Content starts

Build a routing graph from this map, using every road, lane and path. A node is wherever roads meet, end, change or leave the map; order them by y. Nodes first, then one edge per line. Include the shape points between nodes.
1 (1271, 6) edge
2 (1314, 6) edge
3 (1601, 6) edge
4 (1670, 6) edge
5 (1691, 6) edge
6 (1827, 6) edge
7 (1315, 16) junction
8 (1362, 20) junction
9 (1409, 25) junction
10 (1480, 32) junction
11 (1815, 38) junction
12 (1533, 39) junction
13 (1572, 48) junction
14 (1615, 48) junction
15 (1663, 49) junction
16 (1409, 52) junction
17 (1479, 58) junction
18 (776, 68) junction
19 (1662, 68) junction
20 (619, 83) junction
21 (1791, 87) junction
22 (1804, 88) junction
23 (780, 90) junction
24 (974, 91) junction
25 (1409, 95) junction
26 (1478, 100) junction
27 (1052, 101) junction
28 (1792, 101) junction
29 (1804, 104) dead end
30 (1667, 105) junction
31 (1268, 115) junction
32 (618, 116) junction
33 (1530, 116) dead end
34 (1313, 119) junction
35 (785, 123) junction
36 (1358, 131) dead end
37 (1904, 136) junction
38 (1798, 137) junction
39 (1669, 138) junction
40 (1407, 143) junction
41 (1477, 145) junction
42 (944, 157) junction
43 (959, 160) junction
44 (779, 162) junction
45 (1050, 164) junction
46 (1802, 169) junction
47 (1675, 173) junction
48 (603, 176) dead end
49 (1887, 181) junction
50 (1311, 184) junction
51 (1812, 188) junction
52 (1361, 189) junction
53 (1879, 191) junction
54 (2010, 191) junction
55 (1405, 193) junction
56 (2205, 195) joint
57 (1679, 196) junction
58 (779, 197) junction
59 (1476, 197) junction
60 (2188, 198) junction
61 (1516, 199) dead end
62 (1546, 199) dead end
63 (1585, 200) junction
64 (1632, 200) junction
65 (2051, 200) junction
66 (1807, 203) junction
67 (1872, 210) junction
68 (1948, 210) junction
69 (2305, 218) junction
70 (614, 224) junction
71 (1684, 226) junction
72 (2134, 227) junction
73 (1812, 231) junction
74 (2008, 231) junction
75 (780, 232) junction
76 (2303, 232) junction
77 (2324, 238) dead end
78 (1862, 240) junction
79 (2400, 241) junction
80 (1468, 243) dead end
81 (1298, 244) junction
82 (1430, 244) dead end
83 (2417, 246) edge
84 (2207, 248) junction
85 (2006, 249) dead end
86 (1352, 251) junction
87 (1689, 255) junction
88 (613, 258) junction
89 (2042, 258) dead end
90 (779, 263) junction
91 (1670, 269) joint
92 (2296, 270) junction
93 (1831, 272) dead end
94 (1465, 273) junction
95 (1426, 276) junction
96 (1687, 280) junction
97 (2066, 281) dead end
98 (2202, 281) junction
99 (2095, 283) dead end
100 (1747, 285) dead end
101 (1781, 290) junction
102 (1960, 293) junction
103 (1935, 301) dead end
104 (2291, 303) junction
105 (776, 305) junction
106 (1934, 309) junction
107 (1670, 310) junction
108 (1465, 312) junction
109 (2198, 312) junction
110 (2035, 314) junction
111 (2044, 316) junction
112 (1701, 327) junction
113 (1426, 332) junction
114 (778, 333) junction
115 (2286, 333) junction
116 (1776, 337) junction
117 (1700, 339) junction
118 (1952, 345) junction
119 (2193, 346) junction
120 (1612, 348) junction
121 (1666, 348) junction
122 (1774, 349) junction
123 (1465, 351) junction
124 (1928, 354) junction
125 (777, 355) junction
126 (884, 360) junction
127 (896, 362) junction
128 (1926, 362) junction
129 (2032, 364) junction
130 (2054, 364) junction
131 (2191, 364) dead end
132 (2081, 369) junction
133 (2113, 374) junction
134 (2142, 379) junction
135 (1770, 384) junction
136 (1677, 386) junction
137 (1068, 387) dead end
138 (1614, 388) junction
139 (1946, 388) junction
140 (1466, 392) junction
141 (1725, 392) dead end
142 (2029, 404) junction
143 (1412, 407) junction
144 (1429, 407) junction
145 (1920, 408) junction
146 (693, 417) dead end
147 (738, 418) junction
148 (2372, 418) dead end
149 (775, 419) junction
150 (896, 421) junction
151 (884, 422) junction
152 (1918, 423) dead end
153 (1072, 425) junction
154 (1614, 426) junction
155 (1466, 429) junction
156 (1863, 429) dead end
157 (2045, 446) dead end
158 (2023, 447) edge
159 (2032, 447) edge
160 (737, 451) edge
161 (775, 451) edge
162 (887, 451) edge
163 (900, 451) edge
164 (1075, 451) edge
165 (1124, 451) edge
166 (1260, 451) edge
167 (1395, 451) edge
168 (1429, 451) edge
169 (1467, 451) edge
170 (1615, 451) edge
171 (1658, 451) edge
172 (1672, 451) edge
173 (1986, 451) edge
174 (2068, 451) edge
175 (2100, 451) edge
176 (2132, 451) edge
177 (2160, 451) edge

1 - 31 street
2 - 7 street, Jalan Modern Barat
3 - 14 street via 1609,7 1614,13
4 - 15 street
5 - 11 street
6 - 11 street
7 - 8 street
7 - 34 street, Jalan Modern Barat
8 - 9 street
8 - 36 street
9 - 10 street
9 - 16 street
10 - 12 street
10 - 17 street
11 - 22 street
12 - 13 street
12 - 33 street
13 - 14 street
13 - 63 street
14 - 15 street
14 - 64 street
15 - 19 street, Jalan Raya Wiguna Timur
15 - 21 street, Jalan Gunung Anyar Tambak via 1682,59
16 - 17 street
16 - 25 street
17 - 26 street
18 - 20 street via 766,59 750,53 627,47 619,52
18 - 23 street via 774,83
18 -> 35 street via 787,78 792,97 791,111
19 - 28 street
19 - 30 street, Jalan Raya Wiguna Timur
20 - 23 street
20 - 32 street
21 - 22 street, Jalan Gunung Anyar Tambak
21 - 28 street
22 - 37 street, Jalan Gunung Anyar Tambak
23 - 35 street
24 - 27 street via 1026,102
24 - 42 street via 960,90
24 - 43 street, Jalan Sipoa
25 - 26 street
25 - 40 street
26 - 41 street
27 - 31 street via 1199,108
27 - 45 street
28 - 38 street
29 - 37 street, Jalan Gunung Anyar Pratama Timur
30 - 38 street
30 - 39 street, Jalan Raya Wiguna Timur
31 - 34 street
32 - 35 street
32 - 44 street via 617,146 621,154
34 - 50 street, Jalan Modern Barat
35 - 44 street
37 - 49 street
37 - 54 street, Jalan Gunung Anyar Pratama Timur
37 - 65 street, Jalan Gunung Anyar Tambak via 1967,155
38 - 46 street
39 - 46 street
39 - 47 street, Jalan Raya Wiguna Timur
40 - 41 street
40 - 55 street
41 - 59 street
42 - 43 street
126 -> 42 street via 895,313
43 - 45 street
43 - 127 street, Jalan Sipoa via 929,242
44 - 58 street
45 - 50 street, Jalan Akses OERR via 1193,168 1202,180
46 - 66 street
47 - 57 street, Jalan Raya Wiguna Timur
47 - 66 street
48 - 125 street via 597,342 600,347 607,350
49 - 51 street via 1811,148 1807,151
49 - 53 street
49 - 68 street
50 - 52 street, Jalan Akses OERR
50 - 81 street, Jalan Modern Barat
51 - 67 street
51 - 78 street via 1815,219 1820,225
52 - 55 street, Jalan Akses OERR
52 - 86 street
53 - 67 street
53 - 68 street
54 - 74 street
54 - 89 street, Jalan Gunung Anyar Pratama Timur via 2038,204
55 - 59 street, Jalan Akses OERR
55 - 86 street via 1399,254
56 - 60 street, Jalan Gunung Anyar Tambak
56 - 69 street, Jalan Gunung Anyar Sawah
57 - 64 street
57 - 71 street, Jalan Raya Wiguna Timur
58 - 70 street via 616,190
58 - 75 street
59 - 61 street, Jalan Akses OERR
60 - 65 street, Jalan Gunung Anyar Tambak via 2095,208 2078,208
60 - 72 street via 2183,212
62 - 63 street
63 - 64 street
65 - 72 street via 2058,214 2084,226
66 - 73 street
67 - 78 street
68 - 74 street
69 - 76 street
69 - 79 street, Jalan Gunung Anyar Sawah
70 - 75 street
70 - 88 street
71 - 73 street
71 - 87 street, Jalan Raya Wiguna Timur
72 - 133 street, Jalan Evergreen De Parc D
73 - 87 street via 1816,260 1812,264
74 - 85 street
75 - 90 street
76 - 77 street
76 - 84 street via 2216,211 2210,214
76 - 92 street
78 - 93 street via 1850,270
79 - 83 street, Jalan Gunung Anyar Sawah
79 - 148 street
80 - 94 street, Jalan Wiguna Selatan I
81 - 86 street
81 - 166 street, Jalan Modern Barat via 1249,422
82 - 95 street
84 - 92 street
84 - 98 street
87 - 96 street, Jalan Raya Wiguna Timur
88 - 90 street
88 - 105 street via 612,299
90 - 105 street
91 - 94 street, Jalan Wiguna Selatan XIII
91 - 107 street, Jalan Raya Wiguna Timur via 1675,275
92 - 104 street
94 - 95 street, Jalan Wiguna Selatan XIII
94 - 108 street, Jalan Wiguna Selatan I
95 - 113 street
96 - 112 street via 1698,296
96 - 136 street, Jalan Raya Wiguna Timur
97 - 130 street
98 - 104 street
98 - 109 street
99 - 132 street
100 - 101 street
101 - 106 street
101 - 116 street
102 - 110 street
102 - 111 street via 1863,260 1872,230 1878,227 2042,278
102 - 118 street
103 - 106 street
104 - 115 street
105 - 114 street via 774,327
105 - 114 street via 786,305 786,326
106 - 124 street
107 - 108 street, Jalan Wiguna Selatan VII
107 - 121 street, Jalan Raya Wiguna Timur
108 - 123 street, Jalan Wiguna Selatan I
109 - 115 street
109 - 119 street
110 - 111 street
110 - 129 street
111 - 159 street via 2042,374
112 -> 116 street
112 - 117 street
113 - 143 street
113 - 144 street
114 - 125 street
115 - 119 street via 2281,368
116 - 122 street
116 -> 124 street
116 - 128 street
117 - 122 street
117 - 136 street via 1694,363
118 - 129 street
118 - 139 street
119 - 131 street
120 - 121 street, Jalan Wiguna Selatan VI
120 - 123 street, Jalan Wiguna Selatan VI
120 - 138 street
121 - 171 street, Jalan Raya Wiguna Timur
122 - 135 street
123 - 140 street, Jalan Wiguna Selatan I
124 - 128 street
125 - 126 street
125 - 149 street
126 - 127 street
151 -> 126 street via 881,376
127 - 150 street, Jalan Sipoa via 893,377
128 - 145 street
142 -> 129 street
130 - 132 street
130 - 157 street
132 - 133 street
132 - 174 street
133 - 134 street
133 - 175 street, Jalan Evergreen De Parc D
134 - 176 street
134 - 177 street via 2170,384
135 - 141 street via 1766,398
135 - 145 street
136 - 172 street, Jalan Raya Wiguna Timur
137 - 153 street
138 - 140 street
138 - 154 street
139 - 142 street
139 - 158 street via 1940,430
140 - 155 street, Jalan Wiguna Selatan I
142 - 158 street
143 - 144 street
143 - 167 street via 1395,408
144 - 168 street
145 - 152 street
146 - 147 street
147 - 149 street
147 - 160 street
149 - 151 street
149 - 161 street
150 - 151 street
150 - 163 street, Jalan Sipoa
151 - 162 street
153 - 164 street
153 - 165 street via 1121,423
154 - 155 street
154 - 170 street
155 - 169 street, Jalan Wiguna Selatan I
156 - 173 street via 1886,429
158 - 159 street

Content ends

■ WHAT TO WORK ON ■
Read the data above and pull out each line that holds the string "Sipoa".

■ RESULT FOR THIS TASK ■
24 - 43 street, Jalan Sipoa
43 - 127 street, Jalan Sipoa via 929,242
127 - 150 street, Jalan Sipoa via 893,377
150 - 163 street, Jalan Sipoa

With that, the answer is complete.